▶ _Task to carry out_
Output all of the data below exactly as given.

[Records supplied]

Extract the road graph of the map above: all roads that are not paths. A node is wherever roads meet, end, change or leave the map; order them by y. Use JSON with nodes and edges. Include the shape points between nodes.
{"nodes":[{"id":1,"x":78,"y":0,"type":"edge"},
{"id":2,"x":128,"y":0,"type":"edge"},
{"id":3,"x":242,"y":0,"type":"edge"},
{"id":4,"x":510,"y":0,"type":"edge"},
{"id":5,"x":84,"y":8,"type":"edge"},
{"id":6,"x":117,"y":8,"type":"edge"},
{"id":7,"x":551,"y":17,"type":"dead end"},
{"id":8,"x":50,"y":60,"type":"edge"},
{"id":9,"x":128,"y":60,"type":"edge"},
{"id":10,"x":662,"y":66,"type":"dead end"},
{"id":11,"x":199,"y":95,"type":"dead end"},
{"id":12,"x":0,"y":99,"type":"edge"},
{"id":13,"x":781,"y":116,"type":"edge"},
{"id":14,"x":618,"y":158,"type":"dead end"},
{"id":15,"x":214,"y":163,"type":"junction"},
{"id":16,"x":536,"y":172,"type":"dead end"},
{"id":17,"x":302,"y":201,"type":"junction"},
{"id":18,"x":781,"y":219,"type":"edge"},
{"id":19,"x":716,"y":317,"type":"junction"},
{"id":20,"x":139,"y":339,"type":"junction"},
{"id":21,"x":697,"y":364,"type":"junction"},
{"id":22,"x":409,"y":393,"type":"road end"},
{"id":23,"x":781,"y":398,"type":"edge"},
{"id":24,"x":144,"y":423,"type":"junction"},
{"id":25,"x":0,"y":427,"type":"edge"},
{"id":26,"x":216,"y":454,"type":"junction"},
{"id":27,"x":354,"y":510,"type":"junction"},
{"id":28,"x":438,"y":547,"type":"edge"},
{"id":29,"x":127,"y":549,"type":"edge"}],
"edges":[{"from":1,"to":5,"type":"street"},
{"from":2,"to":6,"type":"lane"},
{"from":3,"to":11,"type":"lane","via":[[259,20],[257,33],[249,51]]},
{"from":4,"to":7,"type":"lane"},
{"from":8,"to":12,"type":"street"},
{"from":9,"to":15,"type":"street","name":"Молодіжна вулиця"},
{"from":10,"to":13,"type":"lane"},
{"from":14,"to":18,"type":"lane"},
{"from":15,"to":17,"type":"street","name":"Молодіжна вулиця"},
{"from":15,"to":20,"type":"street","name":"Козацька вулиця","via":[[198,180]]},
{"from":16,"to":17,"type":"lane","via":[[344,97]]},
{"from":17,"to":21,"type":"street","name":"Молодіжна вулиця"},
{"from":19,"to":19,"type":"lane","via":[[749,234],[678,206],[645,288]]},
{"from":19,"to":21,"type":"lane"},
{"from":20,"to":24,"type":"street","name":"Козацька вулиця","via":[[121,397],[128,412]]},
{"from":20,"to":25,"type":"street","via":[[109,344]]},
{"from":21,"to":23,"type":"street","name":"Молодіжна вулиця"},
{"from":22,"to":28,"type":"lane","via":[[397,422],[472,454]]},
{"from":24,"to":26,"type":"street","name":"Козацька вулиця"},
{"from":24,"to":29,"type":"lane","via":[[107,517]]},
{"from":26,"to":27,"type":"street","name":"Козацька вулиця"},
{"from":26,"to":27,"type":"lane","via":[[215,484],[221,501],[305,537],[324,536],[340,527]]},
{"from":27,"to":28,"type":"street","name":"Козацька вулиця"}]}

[/Records supplied]

▶ _Task result_
Extract the road graph of the map above: all roads that are not paths. A node is wherever roads meet, end, change or leave the map; order them by y. Use JSON with nodes and edges. Include the shape points between nodes.
{"nodes":[{"id":1,"x":78,"y":0,"type":"edge"},
{"id":2,"x":128,"y":0,"type":"edge"},
{"id":3,"x":242,"y":0,"type":"edge"},
{"id":4,"x":510,"y":0,"type":"edge"},
{"id":5,"x":84,"y":8,"type":"edge"},
{"id":6,"x":117,"y":8,"type":"edge"},
{"id":7,"x":551,"y":17,"type":"dead end"},
{"id":8,"x":50,"y":60,"type":"edge"},
{"id":9,"x":128,"y":60,"type":"edge"},
{"id":10,"x":662,"y":66,"type":"dead end"},
{"id":11,"x":199,"y":95,"type":"dead end"},
{"id":12,"x":0,"y":99,"type":"edge"},
{"id":13,"x":781,"y":116,"type":"edge"},
{"id":14,"x":618,"y":158,"type":"dead end"},
{"id":15,"x":214,"y":163,"type":"junction"},
{"id":16,"x":536,"y":172,"type":"dead end"},
{"id":17,"x":302,"y":201,"type":"junction"},
{"id":18,"x":781,"y":219,"type":"edge"},
{"id":19,"x":716,"y":317,"type":"junction"},
{"id":20,"x":139,"y":339,"type":"junction"},
{"id":21,"x":697,"y":364,"type":"junction"},
{"id":22,"x":409,"y":393,"type":"road end"},
{"id":23,"x":781,"y":398,"type":"edge"},
{"id":24,"x":144,"y":423,"type":"junction"},
{"id":25,"x":0,"y":427,"type":"edge"},
{"id":26,"x":216,"y":454,"type":"junction"},
{"id":27,"x":354,"y":510,"type":"junction"},
{"id":28,"x":438,"y":547,"type":"edge"},
{"id":29,"x":127,"y":549,"type":"edge"}],
"edges":[{"from":1,"to":5,"type":"street"},
{"from":2,"to":6,"type":"lane"},
{"from":3,"to":11,"type":"lane","via":[[259,20],[257,33],[249,51]]},
{"from":4,"to":7,"type":"lane"},
{"from":8,"to":12,"type":"street"},
{"from":9,"to":15,"type":"street","name":"Молодіжна вулиця"},
{"from":10,"to":13,"type":"lane"},
{"from":14,"to":18,"type":"lane"},
{"from":15,"to":17,"type":"street","name":"Молодіжна вулиця"},
{"from":15,"to":20,"type":"street","name":"Козацька вулиця","via":[[198,180]]},
{"from":16,"to":17,"type":"lane","via":[[344,97]]},
{"from":17,"to":21,"type":"street","name":"Молодіжна вулиця"},
{"from":19,"to":19,"type":"lane","via":[[749,234],[678,206],[645,288]]},
{"from":19,"to":21,"type":"lane"},
{"from":20,"to":24,"type":"street","name":"Козацька вулиця","via":[[121,397],[128,412]]},
{"from":20,"to":25,"type":"street","via":[[109,344]]},
{"from":21,"to":23,"type":"street","name":"Молодіжна вулиця"},
{"from":22,"to":28,"type":"lane","via":[[397,422],[472,454]]},
{"from":24,"to":26,"type":"street","name":"Козацька вулиця"},
{"from":24,"to":29,"type":"lane","via":[[107,517]]},
{"from":26,"to":27,"type":"street","name":"Козацька вулиця"},
{"from":26,"to":27,"type":"lane","via":[[215,484],[221,501],[305,537],[324,536],[340,527]]},
{"from":27,"to":28,"type":"street","name":"Козацька вулиця"}]}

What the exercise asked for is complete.